Always exclude hypoglycaemia as a cause of sudden-onset neurological symptoms.
TIA in the first 24 hours of the stroke.
Brain tumour.
Subdural haematoma.
Todd’s palsy.
Consider acute poisoning if the patient is comatose.
What are the investigations for stroke?
FBC - thrombocytopenia, polycythaemia.
Test for sickle cell disease.
Erythrocyte sedimentation rate (ESR) - giant cell arteritis (consider temporal lobe artery biopsy, start steroids).
Check blood pressure
Emboli from the left atrium may have caused the stroke. Look for a large left atrium on CXR and consider echocardiography.
Brain imaging should be undertaken as soon as possible (and within 24 hours or symptom onset) in all patients.
Imaging with CT contrast angiography should also be performed if thrombectomy might be indicated.
Carotid duplex ultrasound: in stroke or TIA in carotid territory.
What are the indications for brain imaging with non-enhanced CT in a px with a suspected stroke?
Has indications for thrombolysis or early anticoagulant treatment.
Is currently taking anticoagulant treatment.
Has a known bleeding tendency.
Has a depressed level of consciousness (Glasgow Coma Score below 13).
Has unexplained progressive or fluctuating symptoms.
Has papilledema, neck stiffness or fever.
Has severe headache at onset of stroke symptoms.
What is the management of acute stroke?
Patients should be admitted to hospital (ideally a specialist acute stroke unit for initial care and treatment, unless the diagnosis will make no difference to management - e.g., where the optimal management is palliative care).
Maintenance or restoration of homeostasis
People with acute stroke should have their swallowing screened before being given any oral food, fluid or medication.
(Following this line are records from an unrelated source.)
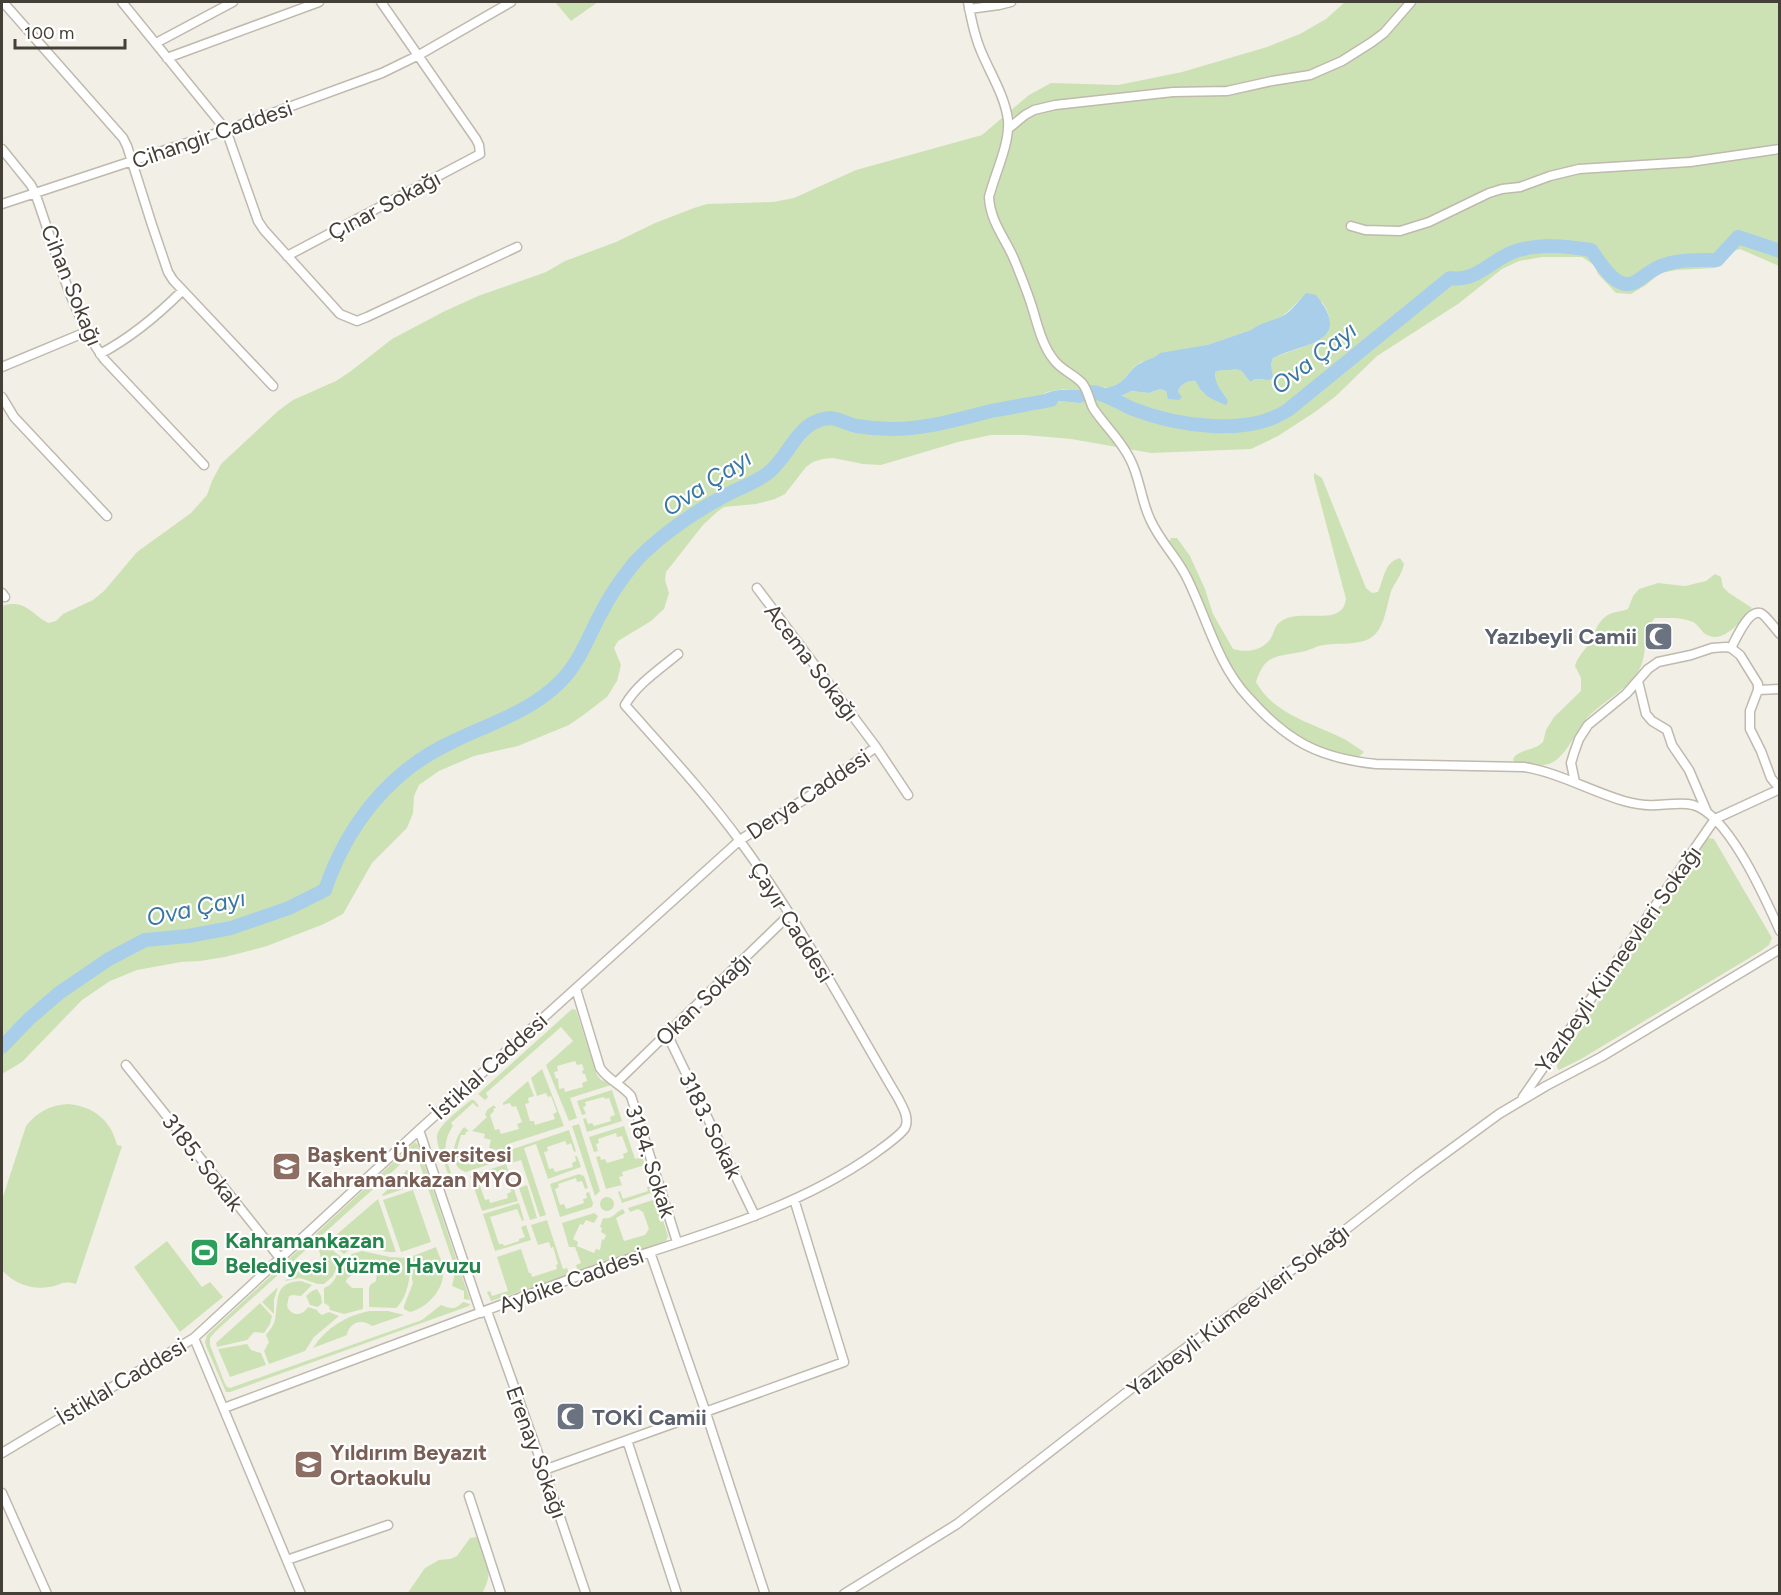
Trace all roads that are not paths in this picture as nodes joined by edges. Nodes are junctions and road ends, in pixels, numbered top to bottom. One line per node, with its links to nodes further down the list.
1 (3, 2): 17 (street)
2 (122, 2): 10 (street)
3 (233, 2): 10 (street)
4 (319, 2): 12 (street)
5 (381, 2): 11 (street)
6 (511, 2): 11 (street, Cihangir Caddesi)
7 (1011, 2): 9 (street)
8 (1411, 2): 13 (street)
9 (968, 5): 13 (street)
10 (156, 44): 12 (street)
11 (419, 55): 14 (street, Cihangir Caddesi); 22 (street, Çınar Sokağı)
12 (167, 58): 14 (street)
13 (1008, 129): 39 (street, Yazıbeyli Kümeevleri Sokağı)
14 (226, 130): 17 (street, Cihangir Caddesi); 22 (street)
15 (2, 149): 18 (street, Cihan Sokağı)
16 (1779, 149): 20 (street)
17 (132, 161): 18 (street, Cihangir Caddesi); 23 (street)
18 (35, 193): 19 (street, Cihangir Caddesi); 24 (street, Cihan Sokağı)
19 (2, 204)
20 (1351, 226)
21 (517, 247): 22 (street)
22 (287, 256)
23 (182, 291): 25 (street); 27 (street)
24 (86, 332): 25 (street, Cihan Sokağı); 26 (street)
25 (100, 354): 29 (street, Cihan Sokağı)
26 (2, 367)
27 (273, 386)
28 (2, 398): 30 (street)
29 (204, 465)
30 (107, 516)
31 (757, 588): 38 (street, Acema Sokağı)
32 (1779, 634): 33 (street)
33 (1731, 648): 35 (street); 37 (street)
34 (678, 654): 44 (street, Çayır Caddesi)
35 (1638, 681): 39 (street); 42 (street, Yazıbeyli Kümeevleri Sokağı)
36 (1779, 689): 37 (street)
37 (1758, 690): 40 (street)
38 (876, 747): 41 (street, Acema Sokağı); 44 (street, Derya Caddesi)
39 (1575, 783): 42 (street, Yazıbeyli Kümeevleri Sokağı)
40 (1779, 789): 43 (street)
41 (908, 795)
42 (1707, 812): 43 (street, Yazıbeyli Kümeevleri Sokağı)
43 (1714, 819): 46 (street, Yazıbeyli Kümeevleri Sokağı); 52 (street, Yazıbeyli Kümeevleri Sokağı)
44 (740, 840): 45 (street, Çayır Caddesi); 48 (street, İstiklal Caddesi)
45 (789, 915): 49 (street, Okan Sokağı); 53 (street, Çayır Caddesi)
46 (1779, 931)
47 (1779, 949): 52 (street, Yazıbeyli Kümeevleri Sokağı)
48 (576, 989): 51 (street, 3184. Sokak); 54 (street, İstiklal Caddesi)
49 (667, 1034): 51 (street, Okan Sokağı); 56 (street, 3183. Sokak)
50 (126, 1065): 59 (street, 3185. Sokak)
51 (617, 1082): 57 (street, 3184. Sokak)
52 (1521, 1100): 77 (street, Yazıbeyli Kümeevleri Sokağı)
53 (904, 1129): 55 (street, Aybike Caddesi)
54 (419, 1130): 59 (street, İstiklal Caddesi); 60 (street, Erenay Sokağı)
55 (794, 1199): 56 (street, Aybike Caddesi); 63 (street)
56 (754, 1216): 57 (street, Aybike Caddesi)
57 (677, 1242): 58 (street, Aybike Caddesi)
58 (650, 1252): 60 (street, Aybike Caddesi); 63 (street)
59 (280, 1258): 61 (street, İstiklal Caddesi)
60 (484, 1312): 62 (street, Aybike Caddesi); 66 (street, Erenay Sokağı)
61 (194, 1338): 62 (street); 65 (street, İstiklal Caddesi)
62 (224, 1408): 70 (street)
63 (706, 1413): 64 (street); 76 (street)
64 (627, 1440): 66 (street); 75 (street)
65 (2, 1453)
66 (544, 1470): 74 (street, Erenay Sokağı)
67 (2, 1493): 71 (street)
68 (469, 1496): 73 (street)
69 (388, 1525): 70 (street)
70 (287, 1560): 72 (street)
71 (47, 1593)
72 (301, 1593)
73 (501, 1593)
74 (586, 1593)
75 (677, 1593)
76 (765, 1593)
77 (844, 1593)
Also screen for malnutrition.
Antiplatelet therapy
Thrombolytic treatment
Drugs depressing the function of the CNS (e.g., anxiolytics and tranquilisers) and new prescriptions for sedatives should be avoided.
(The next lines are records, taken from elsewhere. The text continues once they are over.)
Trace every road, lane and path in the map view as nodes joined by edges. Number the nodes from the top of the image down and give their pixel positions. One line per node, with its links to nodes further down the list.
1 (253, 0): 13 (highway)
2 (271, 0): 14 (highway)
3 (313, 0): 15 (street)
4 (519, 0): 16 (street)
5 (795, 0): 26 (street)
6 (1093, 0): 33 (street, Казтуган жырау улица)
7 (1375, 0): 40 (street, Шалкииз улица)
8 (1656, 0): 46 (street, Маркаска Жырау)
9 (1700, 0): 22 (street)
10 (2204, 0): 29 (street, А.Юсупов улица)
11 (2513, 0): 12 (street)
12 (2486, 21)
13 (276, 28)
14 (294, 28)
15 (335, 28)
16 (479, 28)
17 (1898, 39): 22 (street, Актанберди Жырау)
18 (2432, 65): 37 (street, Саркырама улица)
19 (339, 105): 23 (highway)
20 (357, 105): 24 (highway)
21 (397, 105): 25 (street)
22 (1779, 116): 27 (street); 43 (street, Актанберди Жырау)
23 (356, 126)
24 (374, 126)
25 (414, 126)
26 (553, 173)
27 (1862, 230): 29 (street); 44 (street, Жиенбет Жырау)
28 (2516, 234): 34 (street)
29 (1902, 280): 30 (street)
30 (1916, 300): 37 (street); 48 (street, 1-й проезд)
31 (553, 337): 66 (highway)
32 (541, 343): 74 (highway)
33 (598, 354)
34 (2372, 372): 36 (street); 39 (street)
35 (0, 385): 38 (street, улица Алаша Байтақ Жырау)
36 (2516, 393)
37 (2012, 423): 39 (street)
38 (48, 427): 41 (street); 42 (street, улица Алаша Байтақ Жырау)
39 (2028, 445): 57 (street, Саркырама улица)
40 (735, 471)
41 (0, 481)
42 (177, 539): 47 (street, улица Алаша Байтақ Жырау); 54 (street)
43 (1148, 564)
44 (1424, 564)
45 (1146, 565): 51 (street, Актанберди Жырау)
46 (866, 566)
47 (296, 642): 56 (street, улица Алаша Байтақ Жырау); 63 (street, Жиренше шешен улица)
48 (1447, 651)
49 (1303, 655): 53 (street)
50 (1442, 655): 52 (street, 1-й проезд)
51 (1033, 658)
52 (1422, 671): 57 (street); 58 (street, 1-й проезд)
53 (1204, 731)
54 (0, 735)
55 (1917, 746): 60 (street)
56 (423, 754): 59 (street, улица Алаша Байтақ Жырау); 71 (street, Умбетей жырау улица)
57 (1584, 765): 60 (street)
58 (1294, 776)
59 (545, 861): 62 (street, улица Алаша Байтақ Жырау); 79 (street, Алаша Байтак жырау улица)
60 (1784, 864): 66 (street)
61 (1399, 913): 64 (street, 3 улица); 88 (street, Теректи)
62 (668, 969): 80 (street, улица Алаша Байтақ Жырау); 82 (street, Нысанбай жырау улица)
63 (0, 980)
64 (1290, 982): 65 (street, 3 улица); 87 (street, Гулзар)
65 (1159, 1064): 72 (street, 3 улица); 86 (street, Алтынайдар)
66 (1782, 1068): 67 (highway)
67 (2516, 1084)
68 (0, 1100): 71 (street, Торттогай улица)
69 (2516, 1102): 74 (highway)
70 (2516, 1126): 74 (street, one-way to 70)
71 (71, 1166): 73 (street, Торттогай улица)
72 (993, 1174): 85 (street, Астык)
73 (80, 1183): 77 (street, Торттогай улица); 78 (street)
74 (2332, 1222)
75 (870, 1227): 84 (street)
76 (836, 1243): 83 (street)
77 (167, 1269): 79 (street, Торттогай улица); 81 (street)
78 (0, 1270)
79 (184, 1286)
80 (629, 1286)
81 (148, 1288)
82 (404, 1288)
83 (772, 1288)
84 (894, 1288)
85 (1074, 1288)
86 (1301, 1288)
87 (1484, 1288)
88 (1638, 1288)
Do not start statin treatment immediately after an acute stroke but continue statin treatment for people with acute stroke who are already taking statins.
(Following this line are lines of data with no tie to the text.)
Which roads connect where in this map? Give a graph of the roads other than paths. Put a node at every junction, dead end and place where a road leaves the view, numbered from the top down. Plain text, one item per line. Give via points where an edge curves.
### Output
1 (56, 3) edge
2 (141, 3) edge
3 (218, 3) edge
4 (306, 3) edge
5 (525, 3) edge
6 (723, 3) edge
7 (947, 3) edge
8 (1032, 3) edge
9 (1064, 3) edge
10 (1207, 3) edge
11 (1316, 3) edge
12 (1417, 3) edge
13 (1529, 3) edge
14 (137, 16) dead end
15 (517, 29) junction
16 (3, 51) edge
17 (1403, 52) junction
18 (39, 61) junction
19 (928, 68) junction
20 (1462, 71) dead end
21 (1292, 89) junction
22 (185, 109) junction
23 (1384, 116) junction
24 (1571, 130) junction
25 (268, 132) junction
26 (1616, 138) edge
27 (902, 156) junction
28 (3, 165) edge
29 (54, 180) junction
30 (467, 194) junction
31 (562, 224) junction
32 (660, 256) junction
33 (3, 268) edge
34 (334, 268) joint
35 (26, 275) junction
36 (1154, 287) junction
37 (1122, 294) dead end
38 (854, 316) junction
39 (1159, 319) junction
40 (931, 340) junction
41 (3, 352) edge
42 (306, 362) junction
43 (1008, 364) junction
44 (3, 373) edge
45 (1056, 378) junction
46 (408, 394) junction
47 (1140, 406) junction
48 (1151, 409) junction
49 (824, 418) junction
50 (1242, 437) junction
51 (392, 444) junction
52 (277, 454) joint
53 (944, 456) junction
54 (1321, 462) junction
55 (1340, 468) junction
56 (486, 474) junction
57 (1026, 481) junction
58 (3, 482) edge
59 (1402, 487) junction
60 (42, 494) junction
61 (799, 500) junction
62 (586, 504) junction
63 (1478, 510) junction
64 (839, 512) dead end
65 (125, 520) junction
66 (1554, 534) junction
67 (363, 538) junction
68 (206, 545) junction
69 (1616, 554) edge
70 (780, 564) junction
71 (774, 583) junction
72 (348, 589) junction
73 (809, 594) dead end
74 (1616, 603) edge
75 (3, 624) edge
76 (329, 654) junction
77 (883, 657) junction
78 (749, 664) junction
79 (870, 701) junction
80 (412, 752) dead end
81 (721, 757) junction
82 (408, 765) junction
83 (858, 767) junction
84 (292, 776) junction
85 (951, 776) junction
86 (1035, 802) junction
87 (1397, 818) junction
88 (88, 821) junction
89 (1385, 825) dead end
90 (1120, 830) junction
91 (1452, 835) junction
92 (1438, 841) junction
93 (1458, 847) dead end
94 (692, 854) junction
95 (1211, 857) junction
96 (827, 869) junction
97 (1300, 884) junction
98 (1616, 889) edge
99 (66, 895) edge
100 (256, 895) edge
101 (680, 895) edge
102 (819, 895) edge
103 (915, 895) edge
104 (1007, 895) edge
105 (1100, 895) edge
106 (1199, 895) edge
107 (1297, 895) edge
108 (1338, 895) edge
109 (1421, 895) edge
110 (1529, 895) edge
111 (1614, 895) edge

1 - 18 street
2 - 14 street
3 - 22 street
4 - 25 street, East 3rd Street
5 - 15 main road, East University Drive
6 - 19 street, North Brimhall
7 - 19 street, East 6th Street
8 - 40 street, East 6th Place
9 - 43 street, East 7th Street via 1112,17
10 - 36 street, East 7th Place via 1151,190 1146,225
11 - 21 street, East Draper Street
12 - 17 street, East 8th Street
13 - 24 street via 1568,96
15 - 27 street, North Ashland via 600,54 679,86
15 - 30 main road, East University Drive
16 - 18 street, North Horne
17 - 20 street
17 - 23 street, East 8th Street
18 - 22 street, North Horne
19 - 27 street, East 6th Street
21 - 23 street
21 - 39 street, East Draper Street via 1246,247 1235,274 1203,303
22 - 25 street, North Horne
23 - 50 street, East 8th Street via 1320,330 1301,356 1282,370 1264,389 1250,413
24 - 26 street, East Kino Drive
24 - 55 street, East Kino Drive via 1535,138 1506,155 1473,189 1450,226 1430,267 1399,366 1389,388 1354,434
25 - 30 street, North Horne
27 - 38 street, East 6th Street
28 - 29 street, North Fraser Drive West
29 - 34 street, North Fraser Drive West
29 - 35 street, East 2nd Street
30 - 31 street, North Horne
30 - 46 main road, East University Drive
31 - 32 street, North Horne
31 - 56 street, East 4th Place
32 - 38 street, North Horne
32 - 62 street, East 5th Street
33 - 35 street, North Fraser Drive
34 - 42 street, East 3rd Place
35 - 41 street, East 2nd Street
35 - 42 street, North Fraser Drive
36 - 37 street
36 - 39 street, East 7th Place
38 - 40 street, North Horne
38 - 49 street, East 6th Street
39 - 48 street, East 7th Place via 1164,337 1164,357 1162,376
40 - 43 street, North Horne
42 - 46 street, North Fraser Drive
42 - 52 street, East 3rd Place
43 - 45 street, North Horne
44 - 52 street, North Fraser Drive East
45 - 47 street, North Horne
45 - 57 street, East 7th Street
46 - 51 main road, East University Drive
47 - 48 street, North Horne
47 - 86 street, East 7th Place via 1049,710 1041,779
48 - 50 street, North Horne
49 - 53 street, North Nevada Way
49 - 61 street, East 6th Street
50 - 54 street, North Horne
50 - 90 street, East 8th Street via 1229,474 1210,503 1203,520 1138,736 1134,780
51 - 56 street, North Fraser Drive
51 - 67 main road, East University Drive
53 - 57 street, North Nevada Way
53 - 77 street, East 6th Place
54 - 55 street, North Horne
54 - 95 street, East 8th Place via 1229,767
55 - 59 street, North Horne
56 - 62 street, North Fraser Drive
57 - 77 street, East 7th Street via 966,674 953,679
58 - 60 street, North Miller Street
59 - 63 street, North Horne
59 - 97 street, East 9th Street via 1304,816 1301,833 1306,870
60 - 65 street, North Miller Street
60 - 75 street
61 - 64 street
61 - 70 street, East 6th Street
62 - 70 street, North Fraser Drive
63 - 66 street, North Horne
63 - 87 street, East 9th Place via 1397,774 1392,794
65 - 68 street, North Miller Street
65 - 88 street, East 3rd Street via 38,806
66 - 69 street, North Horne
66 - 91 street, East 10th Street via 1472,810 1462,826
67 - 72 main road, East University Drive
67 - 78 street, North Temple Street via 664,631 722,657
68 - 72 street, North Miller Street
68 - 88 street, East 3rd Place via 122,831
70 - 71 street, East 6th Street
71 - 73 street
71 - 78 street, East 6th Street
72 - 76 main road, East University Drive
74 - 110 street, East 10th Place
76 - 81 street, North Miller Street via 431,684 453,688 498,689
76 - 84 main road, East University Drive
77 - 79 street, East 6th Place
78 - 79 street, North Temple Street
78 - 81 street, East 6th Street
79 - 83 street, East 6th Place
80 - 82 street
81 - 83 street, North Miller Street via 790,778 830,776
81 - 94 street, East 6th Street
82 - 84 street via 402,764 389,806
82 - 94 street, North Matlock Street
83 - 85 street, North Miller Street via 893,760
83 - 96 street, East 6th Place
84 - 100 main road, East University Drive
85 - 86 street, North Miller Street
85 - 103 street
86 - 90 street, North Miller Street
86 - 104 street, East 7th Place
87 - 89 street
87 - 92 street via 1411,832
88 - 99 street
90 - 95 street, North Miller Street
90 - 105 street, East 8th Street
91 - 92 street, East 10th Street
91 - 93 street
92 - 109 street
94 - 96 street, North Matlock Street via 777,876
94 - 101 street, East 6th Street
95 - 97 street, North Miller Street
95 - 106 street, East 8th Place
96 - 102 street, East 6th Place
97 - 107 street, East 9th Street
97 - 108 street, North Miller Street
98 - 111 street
Encourage the person to sit out of bed and mobilise as soon as their clinical condition permits, as part of an active management programme.
High-intensity mobilisation should not be offered in the first 24 hours to people who need help to sit out of bed, stand or walk.
Patients with TIA, or patients with a stroke who have made a good recovery when seen, should be assessed and investigated in a specialist service (e.g., a neurovascular clinic) as soon as possible and within seven days of the incident.